When Agents Become the Main Force, Markets Will Be More Efficient and Require More Governance
As the number of Agents increases significantly, pricing efficiency tends to improve, and explicit spreads and low-threshold arbitrage opportunities will be eliminated more quickly. However, market volatility may become more structured: when many Agents adopt similar signals and constraints, triggering margin calls, stop-loss disciplines, or risk model limits could lead to more concentrated and rapid deleveraging, causing short-term sharp fluctuations. This does not necessarily mean higher risk; rather, risk shifts from emotion-driven slow diffusion to rule-driven rapid re-pricing. For trading infrastructure, this raises higher demands: enabling Agents to participate efficiently while ensuring their behavior remains within manageable governance boundaries.
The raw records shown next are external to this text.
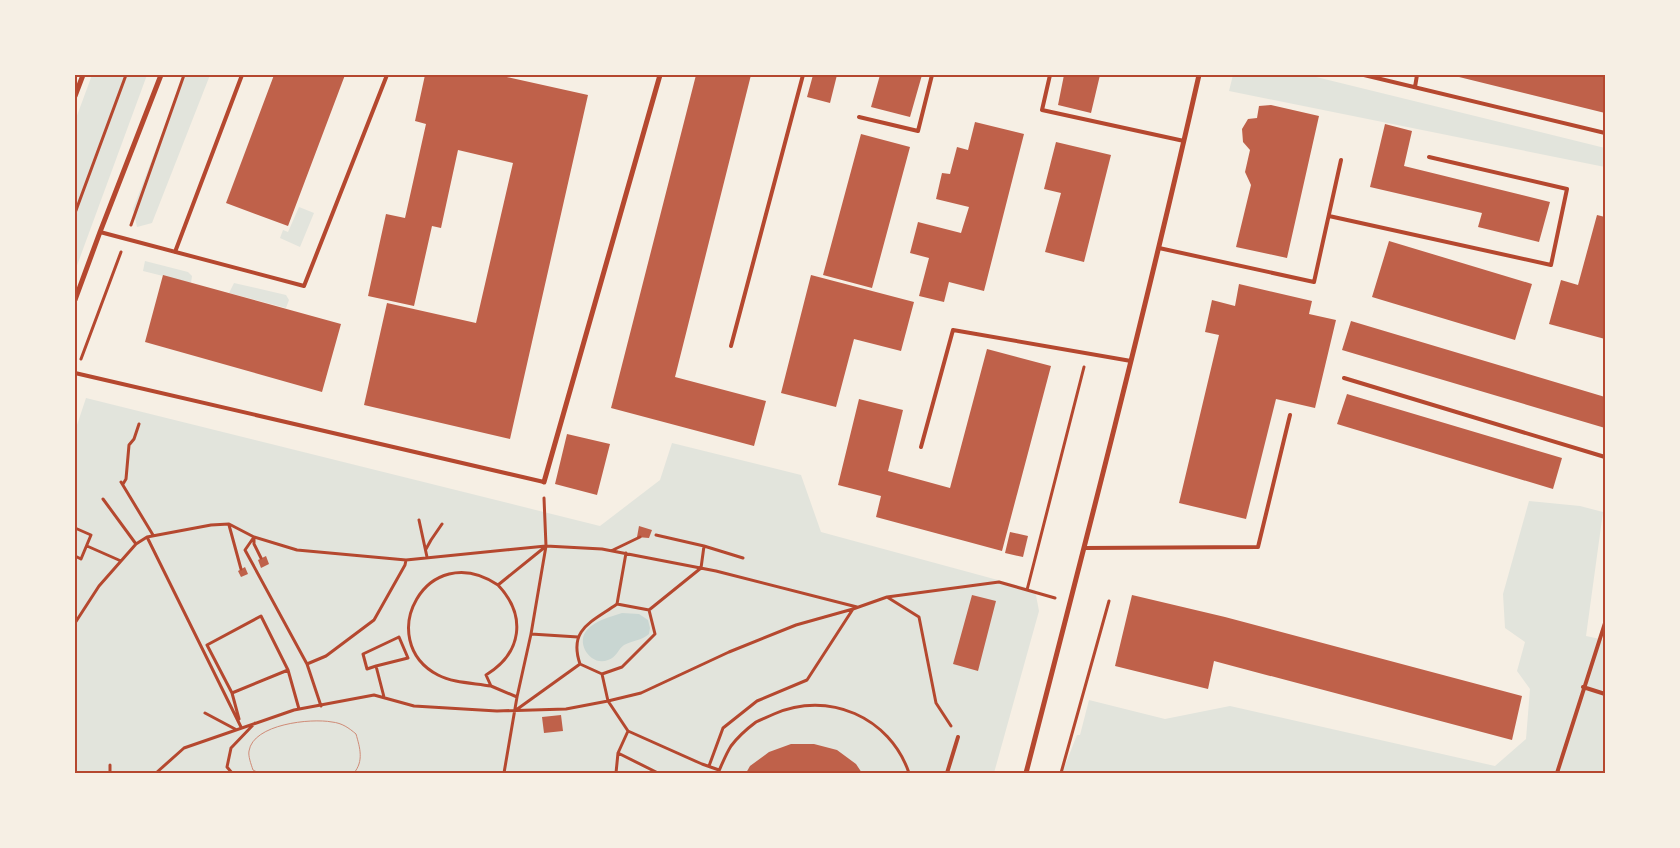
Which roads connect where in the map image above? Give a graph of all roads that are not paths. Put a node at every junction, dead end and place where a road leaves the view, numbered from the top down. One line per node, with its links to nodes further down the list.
1 (83, 75): 13 (street)
2 (162, 75): 20 (street)
3 (242, 75): 22 (lane)
4 (388, 75): 22 (lane)
5 (660, 75): 31 (street)
6 (803, 75): 24 (lane)
7 (932, 75): 14 (lane)
8 (1050, 75): 16 (lane)
9 (1199, 75): 16 (street)
10 (1364, 75): 12 (lane)
11 (1417, 75): 12 (lane)
12 (1414, 87): 15 (lane)
13 (75, 96)
14 (859, 117)
15 (1605, 133)
16 (1184, 141): 21 (street)
17 (1429, 157): 19 (lane)
18 (1341, 160): 19 (lane)
19 (1329, 216): 21 (lane)
20 (100, 232): 22 (lane); 23 (street)
21 (1159, 248): 25 (street)
22 (175, 252)
23 (75, 300)
24 (731, 346)
25 (1131, 361): 29 (lane); 32 (street)
26 (75, 373): 31 (lane)
27 (1344, 378): 30 (lane)
28 (1290, 415): 32 (lane)
29 (921, 447)
30 (1605, 457)
31 (544, 482)
32 (1084, 548): 38 (street)
33 (1605, 623): 34 (lane)
34 (1583, 687): 35 (lane); 39 (lane)
35 (1605, 694)
36 (958, 737): 37 (lane)
37 (947, 773)
38 (1026, 773)
39 (1557, 773)

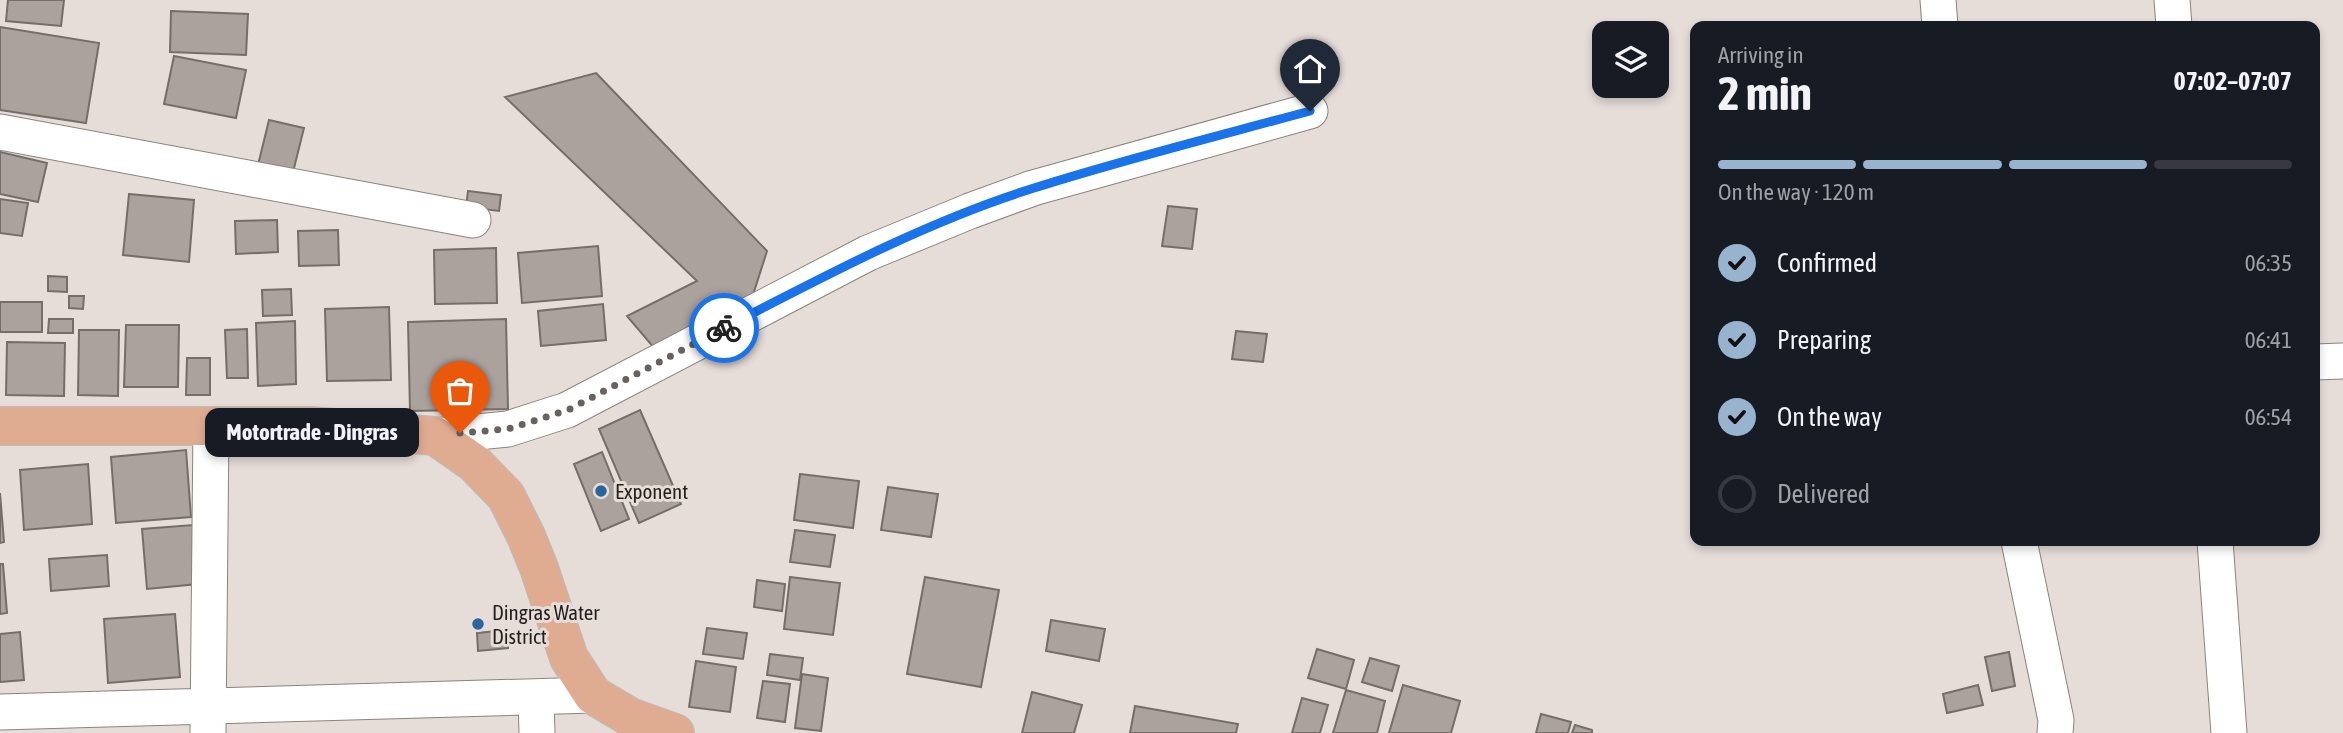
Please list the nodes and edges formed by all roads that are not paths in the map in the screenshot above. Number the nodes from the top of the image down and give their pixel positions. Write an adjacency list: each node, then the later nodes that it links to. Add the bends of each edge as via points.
1 (1938, 0): 3 (street)
2 (2172, 0): 4 (street)
3 (1940, 21)
4 (2174, 21)
5 (1310, 111): 12 (street, via 1033,188 970,211 869,253 568,410 508,429)
6 (0, 132): 7 (street)
7 (473, 219)
8 (2343, 361): 9 (street)
9 (2320, 362)
10 (0, 426): 11 (main road)
11 (211, 426): 12 (main road, via 310,426); 18 (street)
12 (435, 436): 15 (main road, via 474,463 506,496 539,568 569,658)
13 (2020, 546): 21 (street)
14 (2215, 546): 22 (street)
15 (593, 695): 16 (street); 20 (main road, via 630,717)
16 (536, 698): 18 (street); 19 (street)
17 (0, 712): 18 (street)
18 (208, 720)
19 (537, 733)
20 (675, 733)
21 (2056, 733)
22 (2229, 733)

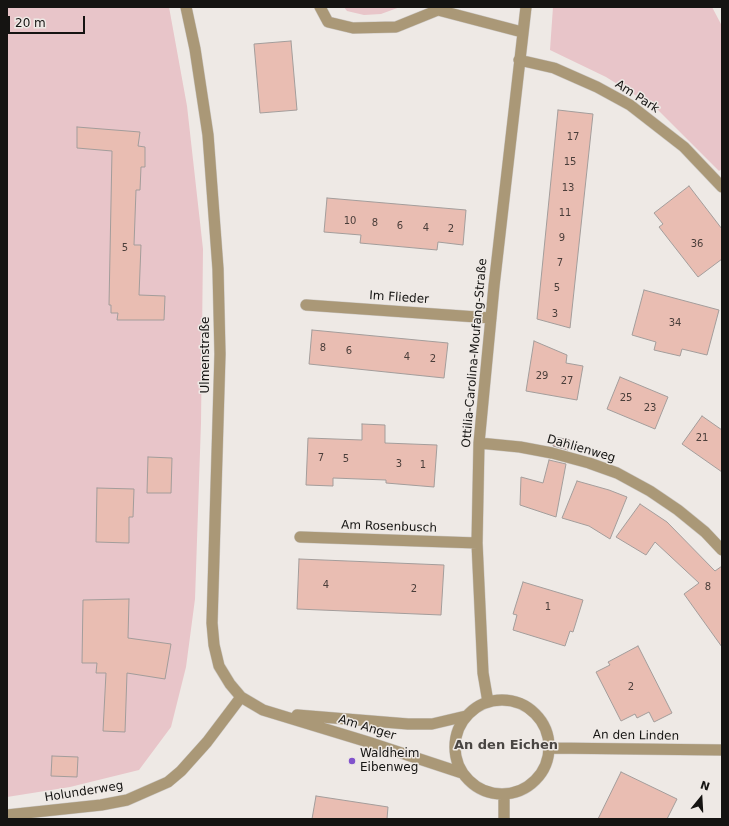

Therefore, the industry’s key task is not just to make AI generate more elegant strategies, but to ensure that Agent trading access is governed at an institutional level: layered permissions and minimized authorizations to avoid “one key opens all doors”; pre-placed risk controls that lock in position sizes, leverage, slippage, liquidity, and maximum drawdown before execution; comprehensive traceability and auditability of the entire process, so that each data call, decision output, and order action can be reviewed, held accountable, and rolled back if necessary. Only when these conditions are met can open access to trading information and tools bring net benefits: more continuous liquidity supply, more stable execution discipline, and more sustainable market activity.